Opinion
3 Div. 906.
May 26, 1960. Rehearing Denied September 15, 1960.
Edw. F. Reid, Andalusia, for petitioner.
J. R. Tucker, Atmore, for opposed.
This case has twice been before the Court of Appeals. In the first appeal, which is designated as Sam's Place v. Middleton, 39 Ala. App. 481, 103 So.2d 812, the Court of Appeals reversed the lower court because the trial court failed to make the written determination required in cases of this nature under § 304, Title 26, Code of 1940. Richardson Lumber Co. v. Pounders, 254 Ala. 285, 48 So.2d 228.

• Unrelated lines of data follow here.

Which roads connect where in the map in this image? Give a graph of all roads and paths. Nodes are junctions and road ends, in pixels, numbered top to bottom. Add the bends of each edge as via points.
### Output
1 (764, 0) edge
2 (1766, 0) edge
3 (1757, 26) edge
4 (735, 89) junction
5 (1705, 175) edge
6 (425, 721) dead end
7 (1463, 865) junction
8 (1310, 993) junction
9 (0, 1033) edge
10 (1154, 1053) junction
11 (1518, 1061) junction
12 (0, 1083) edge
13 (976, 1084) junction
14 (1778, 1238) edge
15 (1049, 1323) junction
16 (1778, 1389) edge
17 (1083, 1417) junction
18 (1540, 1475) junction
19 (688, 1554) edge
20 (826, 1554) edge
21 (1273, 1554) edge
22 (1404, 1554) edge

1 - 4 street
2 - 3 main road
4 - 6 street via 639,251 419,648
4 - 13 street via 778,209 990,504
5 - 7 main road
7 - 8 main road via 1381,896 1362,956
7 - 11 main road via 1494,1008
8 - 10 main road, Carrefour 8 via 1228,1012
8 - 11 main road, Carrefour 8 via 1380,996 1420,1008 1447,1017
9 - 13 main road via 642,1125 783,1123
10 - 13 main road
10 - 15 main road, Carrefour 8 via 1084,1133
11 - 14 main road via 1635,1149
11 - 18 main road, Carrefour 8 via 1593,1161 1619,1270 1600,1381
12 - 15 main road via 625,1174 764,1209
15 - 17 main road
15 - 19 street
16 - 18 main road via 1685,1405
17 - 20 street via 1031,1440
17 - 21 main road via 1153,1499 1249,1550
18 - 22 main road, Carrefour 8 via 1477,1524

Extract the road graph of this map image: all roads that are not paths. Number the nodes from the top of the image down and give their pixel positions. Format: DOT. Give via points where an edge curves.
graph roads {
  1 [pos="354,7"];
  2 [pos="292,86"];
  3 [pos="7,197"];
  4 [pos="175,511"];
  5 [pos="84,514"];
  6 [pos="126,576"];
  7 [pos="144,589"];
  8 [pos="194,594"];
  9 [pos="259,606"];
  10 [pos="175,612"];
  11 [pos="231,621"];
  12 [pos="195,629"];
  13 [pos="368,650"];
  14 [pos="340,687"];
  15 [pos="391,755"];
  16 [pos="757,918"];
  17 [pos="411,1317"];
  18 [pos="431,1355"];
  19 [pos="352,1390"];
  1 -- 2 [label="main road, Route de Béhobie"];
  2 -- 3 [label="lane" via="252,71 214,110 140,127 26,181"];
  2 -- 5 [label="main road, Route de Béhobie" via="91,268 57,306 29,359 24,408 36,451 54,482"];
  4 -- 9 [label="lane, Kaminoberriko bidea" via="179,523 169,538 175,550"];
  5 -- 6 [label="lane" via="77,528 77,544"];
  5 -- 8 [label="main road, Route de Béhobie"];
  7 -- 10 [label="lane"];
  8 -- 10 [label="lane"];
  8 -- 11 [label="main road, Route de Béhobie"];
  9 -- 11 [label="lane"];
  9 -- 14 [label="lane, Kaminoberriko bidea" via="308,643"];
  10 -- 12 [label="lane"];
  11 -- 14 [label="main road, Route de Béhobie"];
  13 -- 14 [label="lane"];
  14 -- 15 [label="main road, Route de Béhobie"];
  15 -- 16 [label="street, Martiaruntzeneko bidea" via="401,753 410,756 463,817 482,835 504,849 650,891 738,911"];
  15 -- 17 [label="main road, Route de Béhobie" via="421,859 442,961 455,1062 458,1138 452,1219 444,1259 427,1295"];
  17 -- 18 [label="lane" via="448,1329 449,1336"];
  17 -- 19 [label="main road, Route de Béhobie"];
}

In the first opinion the Court of Appeals, after discussing § 279(F) 1, (a), (b), (c), (d) and (e), Title 26, Code of 1940, in the light of cases from West Virginia, Tennessee and Illinois, construing similar acts, went on to suggest that the trial court make up an issue based on how much of the disability, if any, is attributable to the preexisting hernia, which seems to have been virtually nondisabling, and the quantum of the disability caused by the blow to the stomach, together also with the disability resulting from the surgical treatment which the stomach trauma required.
The opinion of the Court of Appeals which is now before us reaffirms the principles stated by the Court of Appeals on the first appeal. However, we do not think it is necessary for us to determine whether we should follow the interpretation of the act as made by the Florida Court or follow the interpretation of the act as made by the courts of West Virginia, Tennessee and Illinois (cited in the first opinion of the Court of Appeals), because the court in its finding in the instant case has held that while the plaintiff was disabled for six weeks, the period was attributable to the blow on the abdomen and was not attributable to the pre-existing hernia, which was virtually nondisabling and went on to find that the quantum of disability was attributable to the blow on the stomach.
The Court of Appeals then also said that it would not look to the weight of the evidence as to any fact found by the trial court but simply would see if there is any evidence to support the facts found by the trial court. United States Steel Corp. v. Martin, 267 Ala. 634, 104 So.2d 475.
In view of this situation we do not find it necessary to choose between the course apparently followed by the Florida Court and the course followed by the other courts which we have mentioned and, therefore, affirm the judgment of the Court of Appeals in the case now before us.
Affirmed.
LAWSON, MERRILL and COLEMAN, JJ., concur.